Klebsiella pneumoniae carbapenemase (KPC)-producing K. pneumoniae is spreading globally and represents a challenge in infection control and treatment. Solid organ transplant (SOT) recipients are especially at risk for infection by multidrug-resistant bacteria, and little is known about infection with KPC-producing organisms in this setting. The aim of this study was to describe the clinical and microbiologic aspects of KPC-producing K. pneumoniae infections in SOT recipients.
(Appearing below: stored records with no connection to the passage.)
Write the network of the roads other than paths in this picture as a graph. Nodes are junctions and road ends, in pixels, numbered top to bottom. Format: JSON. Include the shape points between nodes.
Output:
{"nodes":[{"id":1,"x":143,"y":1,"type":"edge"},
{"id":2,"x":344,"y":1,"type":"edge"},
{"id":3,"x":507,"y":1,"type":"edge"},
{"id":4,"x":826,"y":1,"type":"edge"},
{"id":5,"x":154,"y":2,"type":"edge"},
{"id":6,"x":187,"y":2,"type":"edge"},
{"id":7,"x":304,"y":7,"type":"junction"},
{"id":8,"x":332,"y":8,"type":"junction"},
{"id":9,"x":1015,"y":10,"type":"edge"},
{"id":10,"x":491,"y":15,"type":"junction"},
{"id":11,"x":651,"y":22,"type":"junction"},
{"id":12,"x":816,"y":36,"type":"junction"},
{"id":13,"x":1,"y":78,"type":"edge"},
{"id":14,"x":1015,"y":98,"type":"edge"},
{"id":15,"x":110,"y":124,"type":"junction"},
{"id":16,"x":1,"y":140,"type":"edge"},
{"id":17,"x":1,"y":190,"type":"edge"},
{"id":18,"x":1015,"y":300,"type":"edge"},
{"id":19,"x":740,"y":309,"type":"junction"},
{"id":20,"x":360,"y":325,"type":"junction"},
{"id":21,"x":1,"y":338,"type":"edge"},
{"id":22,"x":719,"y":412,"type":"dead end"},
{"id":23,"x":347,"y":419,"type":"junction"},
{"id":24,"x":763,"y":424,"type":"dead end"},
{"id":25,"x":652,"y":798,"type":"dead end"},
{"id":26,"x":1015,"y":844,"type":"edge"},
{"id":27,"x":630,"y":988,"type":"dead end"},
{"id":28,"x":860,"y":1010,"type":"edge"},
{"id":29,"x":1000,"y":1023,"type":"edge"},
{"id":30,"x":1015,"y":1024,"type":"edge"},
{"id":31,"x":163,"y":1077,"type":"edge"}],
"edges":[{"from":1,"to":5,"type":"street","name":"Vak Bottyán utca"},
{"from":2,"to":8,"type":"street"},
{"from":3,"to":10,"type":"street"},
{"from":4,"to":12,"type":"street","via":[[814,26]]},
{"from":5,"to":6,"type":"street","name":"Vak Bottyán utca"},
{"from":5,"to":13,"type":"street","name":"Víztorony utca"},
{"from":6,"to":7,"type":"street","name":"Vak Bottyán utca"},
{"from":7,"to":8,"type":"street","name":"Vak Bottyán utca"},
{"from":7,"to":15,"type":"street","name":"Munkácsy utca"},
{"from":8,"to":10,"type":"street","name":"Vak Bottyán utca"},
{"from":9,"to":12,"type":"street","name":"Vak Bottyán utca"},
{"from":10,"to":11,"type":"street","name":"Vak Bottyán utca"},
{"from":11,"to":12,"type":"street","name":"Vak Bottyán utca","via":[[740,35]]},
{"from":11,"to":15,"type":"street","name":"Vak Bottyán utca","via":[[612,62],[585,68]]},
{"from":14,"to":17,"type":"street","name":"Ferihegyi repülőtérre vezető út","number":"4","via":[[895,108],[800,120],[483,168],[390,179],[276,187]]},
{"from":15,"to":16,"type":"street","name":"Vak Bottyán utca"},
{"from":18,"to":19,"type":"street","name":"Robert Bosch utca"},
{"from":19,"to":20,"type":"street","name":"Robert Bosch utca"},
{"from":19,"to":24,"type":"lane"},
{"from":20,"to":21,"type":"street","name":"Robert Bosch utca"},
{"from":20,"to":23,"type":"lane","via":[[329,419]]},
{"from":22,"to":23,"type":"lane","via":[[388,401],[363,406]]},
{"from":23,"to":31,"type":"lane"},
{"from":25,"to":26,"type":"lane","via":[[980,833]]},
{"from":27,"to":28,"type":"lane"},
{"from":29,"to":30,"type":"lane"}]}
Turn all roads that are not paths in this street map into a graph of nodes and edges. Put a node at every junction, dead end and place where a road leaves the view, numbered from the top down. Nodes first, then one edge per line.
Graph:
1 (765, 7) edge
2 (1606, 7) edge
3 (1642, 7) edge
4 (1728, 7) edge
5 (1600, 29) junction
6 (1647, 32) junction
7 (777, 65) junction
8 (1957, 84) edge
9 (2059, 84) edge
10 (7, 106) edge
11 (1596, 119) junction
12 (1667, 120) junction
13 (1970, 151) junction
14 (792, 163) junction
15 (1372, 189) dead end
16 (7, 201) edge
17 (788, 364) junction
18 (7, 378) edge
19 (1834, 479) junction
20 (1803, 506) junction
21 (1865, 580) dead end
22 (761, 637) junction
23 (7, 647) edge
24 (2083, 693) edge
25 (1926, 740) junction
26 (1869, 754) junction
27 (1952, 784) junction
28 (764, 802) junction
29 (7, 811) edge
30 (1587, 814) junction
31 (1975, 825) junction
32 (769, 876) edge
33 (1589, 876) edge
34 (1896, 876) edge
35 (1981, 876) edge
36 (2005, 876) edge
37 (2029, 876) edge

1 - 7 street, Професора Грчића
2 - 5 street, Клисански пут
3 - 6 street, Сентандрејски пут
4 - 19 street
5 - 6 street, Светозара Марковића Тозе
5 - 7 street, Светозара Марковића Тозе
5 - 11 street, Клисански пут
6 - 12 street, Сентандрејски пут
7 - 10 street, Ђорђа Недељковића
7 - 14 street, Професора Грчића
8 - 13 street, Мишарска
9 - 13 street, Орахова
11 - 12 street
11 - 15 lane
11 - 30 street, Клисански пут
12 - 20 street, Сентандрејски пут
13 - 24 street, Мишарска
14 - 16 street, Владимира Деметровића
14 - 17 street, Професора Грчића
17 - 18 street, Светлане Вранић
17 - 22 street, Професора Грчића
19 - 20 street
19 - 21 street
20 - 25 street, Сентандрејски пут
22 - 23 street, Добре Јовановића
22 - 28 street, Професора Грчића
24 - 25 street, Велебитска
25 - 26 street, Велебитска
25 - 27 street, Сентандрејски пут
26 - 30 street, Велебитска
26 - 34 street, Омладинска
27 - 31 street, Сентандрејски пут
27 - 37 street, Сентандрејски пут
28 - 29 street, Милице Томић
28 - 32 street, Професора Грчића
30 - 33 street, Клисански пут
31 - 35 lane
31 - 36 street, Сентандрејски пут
A KPC-2-producing K. pneumoniae outbreak was identified in a public teaching tertiary care hospital in São Paulo, Brazil, in June 2009. During the outbreak, cases of KPC-2-producing K. pneumoniae infection in SOT recipients occurred between July 2009 and February 2010; these cases were retrospectively reviewed. Overall, 12 episodes of infection with KPC-producing K. pneumoniae occurred in 2 heart, 4 liver, and 6 kidney transplant recipients with incidence rates of 16.7%, 12.9%, and 26.3% in heart, liver, and kidney transplantation, respectively. Infection occurred at a median time of 20 days after transplantation. Primary infection sites were as follows: 4 urinary tract infections, 4 bloodstream infections, 2 pneumonias, and 2 surgical site infections. All patients except one had received antibiotics in the last 30 days, mostly piperacillin-tazobactam or glycopeptides. All strains exhibited susceptibility to amikacin and gentamicin. Patients were treated with tigecycline plus polymyxin B (3 cases), polymyxin B plus carbapenem (3 cases), polymyxin B alone (3 cases), or tigecycline plus imipenem (1 case). In 2 cases, patients received only carbapenem, and death occurred before the final culture result. The overall 30-day mortality rate was 42%. In this series of KPC-producing K. pneumoniae infection in SOT recipients, the infection occurrence was high during an institutional outbreak and was potentially life threatening.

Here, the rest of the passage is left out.